(Stored records)
----

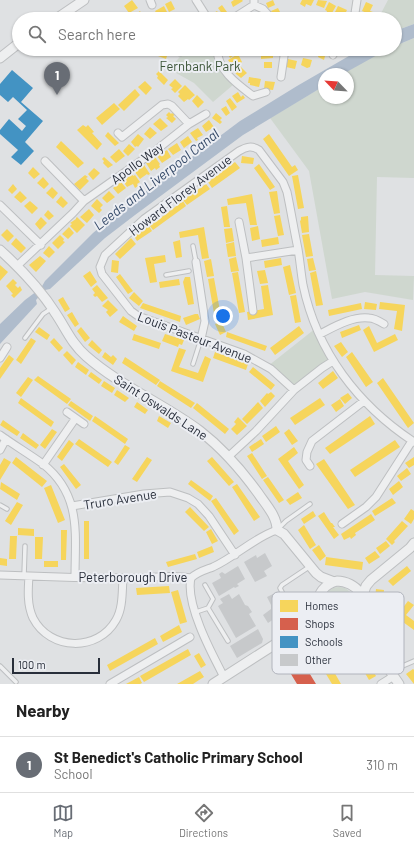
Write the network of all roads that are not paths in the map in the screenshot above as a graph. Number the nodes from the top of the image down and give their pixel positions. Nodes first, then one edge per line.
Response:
1 (84, 0) edge
2 (196, 0) edge
3 (349, 0) edge
4 (357, 1) edge
5 (254, 3) edge
6 (66, 12) edge
7 (204, 12) edge
8 (242, 12) edge
9 (266, 12) edge
10 (354, 12) edge
11 (12, 49) edge
12 (218, 56) edge
13 (284, 56) edge
14 (0, 58) edge
15 (281, 77) dead end
16 (266, 92) dead end
17 (206, 114) dead end
18 (189, 124) junction
19 (118, 133) dead end
20 (45, 161) dead end
21 (84, 201) junction
22 (0, 205) edge
23 (239, 222) dead end
24 (40, 245) junction
25 (193, 246) dead end
26 (298, 250) junction
27 (0, 252) edge
28 (105, 255) joint
29 (246, 258) junction
30 (196, 262) joint
31 (17, 266) junction
32 (193, 271) junction
33 (166, 275) dead end
34 (52, 308) junction
35 (253, 311) dead end
36 (384, 324) dead end
37 (320, 334) junction
38 (25, 338) dead end
39 (201, 339) junction
40 (7, 347) dead end
41 (0, 358) edge
42 (333, 361) junction
43 (193, 364) dead end
44 (294, 390) junction
45 (364, 401) junction
46 (67, 412) dead end
47 (75, 419) junction
48 (84, 424) dead end
49 (3, 437) edge
50 (413, 441) edge
51 (0, 450) edge
52 (228, 457) junction
53 (43, 465) junction
54 (310, 466) dead end
55 (310, 504) dead end
56 (0, 505) edge
57 (72, 506) junction
58 (6, 509) dead end
59 (343, 514) dead end
60 (277, 530) junction
61 (25, 546) dead end
62 (413, 547) edge
63 (235, 555) junction
64 (313, 570) junction
65 (0, 575) edge
66 (26, 576) junction
67 (75, 577) junction
68 (123, 578) junction
69 (191, 578) junction
70 (371, 580) junction
71 (334, 582) junction
72 (350, 583) junction
73 (205, 585) dead end
74 (282, 592) edge
75 (321, 592) joint
76 (360, 592) edge
77 (364, 592) edge
78 (208, 608) junction
79 (196, 612) junction
80 (190, 637) dead end
81 (228, 641) dead end
82 (272, 647) edge
83 (272, 650) edge
84 (414, 661) edge
85 (0, 666) edge
86 (404, 669) edge
87 (395, 677) edge
88 (222, 681) edge
89 (16, 682) dead end
90 (110, 684) edge
91 (212, 684) edge
92 (381, 684) edge

1 - 6 street
2 - 7 street
3 - 4 street
4 - 10 street
5 - 8 street
5 - 9 street
11 - 14 street
12 - 16 street
13 - 15 street
17 - 18 street, Apollo Way
18 - 19 street
18 - 21 street, Apollo Way
20 - 21 street
21 - 24 street, Apollo Way
22 - 24 street
23 - 29 street
24 - 31 street, Apollo Way
25 - 30 lane
26 - 28 street, Howard Florey Avenue
26 - 29 street
26 - 37 street
27 - 31 street, Saint Oswalds Lane
28 - 39 street, Louis Pasteur Avenue
29 - 35 street
30 - 32 street
31 - 34 street, Saint Oswalds Lane
32 - 33 lane
32 - 39 street
34 - 38 lane
34 - 52 street, Saint Oswalds Lane
36 - 37 street
37 - 42 street
39 - 43 lane
39 - 44 street, Louis Pasteur Avenue
40 - 41 street
42 - 44 street
42 - 45 street
44 - 52 street
45 - 50 street
45 - 54 street
46 - 47 street
47 - 48 street
47 - 53 street
49 - 51 street
49 - 53 street
50 - 59 street
52 - 60 street, Saint Oswalds Lane
53 - 57 street
55 - 60 lane
56 - 58 lane
57 - 63 street, Truro Avenue
57 - 67 street
60 - 63 street, Peterborough Drive
60 - 64 street, Saint Oswalds Lane
61 - 66 lane
62 - 70 street
63 - 69 street, Peterborough Drive
64 - 71 street, Saint Oswalds Lane
64 - 74 lane
64 - 75 street, Saint Oswalds Lane
65 - 66 street, Peterborough Drive
66 - 67 street, Peterborough Drive
66 - 68 street
67 - 68 street, Peterborough Drive
68 - 69 street, Peterborough Drive
69 - 79 street
70 - 72 street
70 - 77 street
71 - 72 street
71 - 75 street
72 - 76 street
73 - 78 lane
78 - 79 lane
78 - 81 lane
79 - 88 street
80 - 90 street
82 - 88 street
83 - 88 street
84 - 86 lane
85 - 89 lane
87 - 92 street
88 - 91 street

----

Which lines in the records above include the word "Peterborough"? Copy them out.

• _Your solution_
60 - 63 street, Peterborough Drive
63 - 69 street, Peterborough Drive
65 - 66 street, Peterborough Drive
66 - 67 street, Peterborough Drive
67 - 68 street, Peterborough Drive
68 - 69 street, Peterborough Drive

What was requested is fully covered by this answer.